Pachín y María, en el barco en el que llegaron a Fuerteventura y en el que vivieron «cinco o seis años».
Pachín y María, en el barco en el que llegaron a Fuerteventura y en el que vivieron «cinco o seis años».

María y Pachín soltaron amarras en el 2011.  La pareja lo dejó todo, cruzó el Atlántico y se enamoró del «Caribe europeo». Allí vivieron cinco años en su barco hasta que su trabajo como artesanos y reparadores de velas hizo necesario disponer de un espacio en tierra

06 abr 2022 . Actualizado a las 05:00 h.

A Fuerteventura se llega de la misma forma en que se deja, «llorando», dice María haciéndose eco de un dicho sobre la isla del viento. Pero de momento no hay plan de regreso ni propósito de final para la aventura isleña que está viviendo en pareja. Hace once años que esta emprendedora carballesa, de 48 años, partió junto al que es su chico desde el 98 rumbo a otro estilo de vida más acorde con sus sueños. Él es Gerardo, más conocido como Pachín, que nació en Córdoba pero se crio en Galicia, adonde llegó cuando a su padre lo trasladaron desde el sur «para hacer la autopista de Santiago a Pontevedra».

Una de las razones por las que dejaron Galicia fue que el «premio» después de cinco días de oficina solía ser, generalmente, fin de semana con mal tiempo. Tanto Pachín como María trabajaban entonces en empresas constructoras. Y llegó el día: «Cambiamos el chip y dijimos: ‘Se acabó’». Se pusieron en marcha y, escapando del mal tiempo, llegaron a otros puertos.

«Teníamos un barco y una velería en Coruña. Nuestra idea no era venirnos aquí, pero decidimos que teníamos que cambiar de aires. La idea era coger el barco y llegar a Cuba», dice Pachín. Así que dejaron casa y trabajo, soltaron amarras y se hicieron a la mar. Primero llegaron a Madeira, luego a La Graciosa, de La Graciosa a Lanzarote y, finalmente, a su canaria favorita.

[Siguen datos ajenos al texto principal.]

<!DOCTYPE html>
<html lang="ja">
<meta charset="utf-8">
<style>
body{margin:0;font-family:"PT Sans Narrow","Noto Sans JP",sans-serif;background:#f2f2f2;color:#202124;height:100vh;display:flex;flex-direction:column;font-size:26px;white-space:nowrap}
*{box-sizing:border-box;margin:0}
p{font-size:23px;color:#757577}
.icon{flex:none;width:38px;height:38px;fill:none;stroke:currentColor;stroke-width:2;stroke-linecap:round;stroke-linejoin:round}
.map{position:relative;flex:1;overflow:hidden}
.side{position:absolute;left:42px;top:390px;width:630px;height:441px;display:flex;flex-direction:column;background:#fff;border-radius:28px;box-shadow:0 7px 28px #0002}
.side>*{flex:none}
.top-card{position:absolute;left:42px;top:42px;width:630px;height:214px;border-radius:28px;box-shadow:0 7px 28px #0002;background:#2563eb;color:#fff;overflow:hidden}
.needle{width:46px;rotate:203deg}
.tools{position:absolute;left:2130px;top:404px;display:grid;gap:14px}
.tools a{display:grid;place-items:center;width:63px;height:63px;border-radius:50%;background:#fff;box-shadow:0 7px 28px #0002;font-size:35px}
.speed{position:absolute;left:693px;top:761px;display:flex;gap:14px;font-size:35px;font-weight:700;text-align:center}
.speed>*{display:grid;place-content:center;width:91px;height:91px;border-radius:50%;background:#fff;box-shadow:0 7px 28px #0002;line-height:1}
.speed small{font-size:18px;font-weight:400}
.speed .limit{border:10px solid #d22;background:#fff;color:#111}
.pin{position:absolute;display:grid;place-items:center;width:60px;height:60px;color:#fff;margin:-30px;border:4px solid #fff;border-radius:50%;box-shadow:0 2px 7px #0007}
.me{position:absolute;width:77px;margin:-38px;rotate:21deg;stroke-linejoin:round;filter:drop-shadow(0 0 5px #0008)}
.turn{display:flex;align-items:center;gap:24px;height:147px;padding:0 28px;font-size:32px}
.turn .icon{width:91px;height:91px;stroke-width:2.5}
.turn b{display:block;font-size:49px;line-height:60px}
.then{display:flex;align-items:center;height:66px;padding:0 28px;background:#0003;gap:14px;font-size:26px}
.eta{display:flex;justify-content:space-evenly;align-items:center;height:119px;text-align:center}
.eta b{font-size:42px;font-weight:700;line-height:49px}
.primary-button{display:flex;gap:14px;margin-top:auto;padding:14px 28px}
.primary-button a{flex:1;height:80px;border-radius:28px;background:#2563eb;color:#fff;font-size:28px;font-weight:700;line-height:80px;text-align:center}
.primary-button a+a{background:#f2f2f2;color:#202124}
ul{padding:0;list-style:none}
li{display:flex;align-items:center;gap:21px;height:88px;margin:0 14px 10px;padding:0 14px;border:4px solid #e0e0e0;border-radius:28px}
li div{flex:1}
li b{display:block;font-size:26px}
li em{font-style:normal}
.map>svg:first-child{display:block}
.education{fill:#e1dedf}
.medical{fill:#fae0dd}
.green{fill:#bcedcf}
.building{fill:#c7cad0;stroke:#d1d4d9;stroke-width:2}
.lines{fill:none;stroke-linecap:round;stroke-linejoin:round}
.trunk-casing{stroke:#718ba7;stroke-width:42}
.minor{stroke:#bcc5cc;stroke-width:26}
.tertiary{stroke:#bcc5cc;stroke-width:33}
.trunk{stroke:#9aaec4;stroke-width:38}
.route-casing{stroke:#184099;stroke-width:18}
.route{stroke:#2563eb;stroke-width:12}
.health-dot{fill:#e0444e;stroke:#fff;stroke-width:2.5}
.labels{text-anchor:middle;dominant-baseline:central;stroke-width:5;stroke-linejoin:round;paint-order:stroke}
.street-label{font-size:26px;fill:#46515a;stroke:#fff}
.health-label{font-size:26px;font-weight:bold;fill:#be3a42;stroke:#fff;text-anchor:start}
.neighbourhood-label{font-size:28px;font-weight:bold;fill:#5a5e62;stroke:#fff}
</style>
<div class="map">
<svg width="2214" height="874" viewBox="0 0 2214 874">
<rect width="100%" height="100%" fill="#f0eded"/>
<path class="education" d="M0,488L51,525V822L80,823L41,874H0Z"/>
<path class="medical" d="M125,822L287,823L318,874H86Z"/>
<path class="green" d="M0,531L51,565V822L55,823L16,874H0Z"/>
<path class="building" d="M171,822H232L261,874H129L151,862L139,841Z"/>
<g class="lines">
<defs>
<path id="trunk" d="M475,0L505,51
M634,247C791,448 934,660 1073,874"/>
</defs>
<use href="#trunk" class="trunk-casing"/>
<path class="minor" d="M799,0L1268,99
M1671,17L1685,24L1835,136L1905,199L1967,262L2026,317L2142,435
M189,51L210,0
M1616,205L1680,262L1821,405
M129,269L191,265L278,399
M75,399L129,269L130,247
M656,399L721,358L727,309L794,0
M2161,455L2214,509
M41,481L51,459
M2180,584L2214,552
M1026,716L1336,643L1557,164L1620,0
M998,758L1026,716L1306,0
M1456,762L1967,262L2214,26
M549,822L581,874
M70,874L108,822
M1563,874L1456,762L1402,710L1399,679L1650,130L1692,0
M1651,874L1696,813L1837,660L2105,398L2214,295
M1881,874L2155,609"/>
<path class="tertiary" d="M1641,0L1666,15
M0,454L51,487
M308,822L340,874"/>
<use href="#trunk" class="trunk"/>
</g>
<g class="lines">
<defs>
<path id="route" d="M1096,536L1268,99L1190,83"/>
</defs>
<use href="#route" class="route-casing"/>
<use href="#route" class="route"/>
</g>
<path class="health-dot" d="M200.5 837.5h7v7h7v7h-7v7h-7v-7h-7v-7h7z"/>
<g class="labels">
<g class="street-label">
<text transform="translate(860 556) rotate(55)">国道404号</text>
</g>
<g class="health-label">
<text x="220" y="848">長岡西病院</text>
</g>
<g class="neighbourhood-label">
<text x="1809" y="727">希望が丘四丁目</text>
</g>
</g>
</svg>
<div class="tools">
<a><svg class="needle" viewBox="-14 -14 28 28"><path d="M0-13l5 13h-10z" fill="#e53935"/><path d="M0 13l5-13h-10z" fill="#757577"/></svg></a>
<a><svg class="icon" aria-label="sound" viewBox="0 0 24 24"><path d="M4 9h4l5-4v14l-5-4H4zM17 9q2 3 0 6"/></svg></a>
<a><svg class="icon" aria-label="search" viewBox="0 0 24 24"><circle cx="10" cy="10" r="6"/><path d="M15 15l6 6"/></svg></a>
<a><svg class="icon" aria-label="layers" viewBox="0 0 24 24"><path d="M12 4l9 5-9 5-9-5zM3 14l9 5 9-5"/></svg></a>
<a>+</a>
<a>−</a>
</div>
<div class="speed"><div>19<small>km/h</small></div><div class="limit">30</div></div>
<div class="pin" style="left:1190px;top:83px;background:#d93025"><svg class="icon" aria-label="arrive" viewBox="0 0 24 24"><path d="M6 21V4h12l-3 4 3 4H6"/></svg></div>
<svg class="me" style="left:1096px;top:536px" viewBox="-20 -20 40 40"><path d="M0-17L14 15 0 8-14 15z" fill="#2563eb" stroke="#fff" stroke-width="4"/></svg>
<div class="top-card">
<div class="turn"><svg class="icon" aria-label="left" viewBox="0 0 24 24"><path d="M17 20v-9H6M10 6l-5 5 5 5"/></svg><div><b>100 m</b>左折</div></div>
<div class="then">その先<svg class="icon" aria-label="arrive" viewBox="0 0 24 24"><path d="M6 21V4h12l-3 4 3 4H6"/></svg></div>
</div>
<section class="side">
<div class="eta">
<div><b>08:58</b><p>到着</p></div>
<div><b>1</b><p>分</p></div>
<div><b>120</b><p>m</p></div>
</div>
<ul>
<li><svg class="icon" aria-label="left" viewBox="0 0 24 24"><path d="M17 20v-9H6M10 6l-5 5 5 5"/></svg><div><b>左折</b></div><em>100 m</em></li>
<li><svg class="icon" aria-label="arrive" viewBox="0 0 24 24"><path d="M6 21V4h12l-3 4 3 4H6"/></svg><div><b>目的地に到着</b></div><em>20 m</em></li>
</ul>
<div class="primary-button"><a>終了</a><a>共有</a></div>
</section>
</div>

En el barco llevaban una vela en una funda que indicaba en un cartel que eran reparadores de velas. «Por eso, al llegar a puerto, siempre nos salía trabajo». De esta manera, vela a vela, se fueron ganando la vida en el viaje, gracias a una máquina que llevaban a bordo para poder hacer reparaciones en barcos. En Fuerteventura se dieron el alto. A su llegada a puerto, encontraron «un montón de trabajo». «Dijimos: ¡Esta isla está muy bien! Aquí, además, no hay una velería grande...», cuentan. A la vista del horizonte que les ofrecía en su acogida la isla majorera, decidieron probar a quedarse un año, irse a Galicia solo de vuelta a por el coche y embarcarse rumbo a Fuerteventura desde Huelva, en ferri. «Es una isla muy grande [la segunda en extensión de las Canarias], son 180 kilómetros. Sin coche no está muy bien. Así que empezamos aquí, pim-pam pim-pam, trabajando... ¡y aquí seguimos once años después!», relata Pachín.

«Aquí encontramos el paraíso que uno busca en la vida. La gente es muy amable, pero lo mejor que tiene Fuerteventura es la tranquilidad. Es quizá la isla más tranquila de todo el archipiélago. La más deshabitada en cuanto a habitantes por kilómetro cuadrado. Puedes hacer rutas en las que no encuentras a nadie en horas. Esto nos gustó mucho y, con la pandemia, más». A estos atractivos que a la pareja le hicieron prendarse de la isla se une la proximidad y la conexión con la Península. «Desde aquí, hay vuelo directo a Santiago dos veces por semana. Esto está bien, porque nuestras mamás están en Coruña y en Carballo... Y así ellas vienen y nosotros vamos». Los «amiguetes» gallegos tampoco fallan.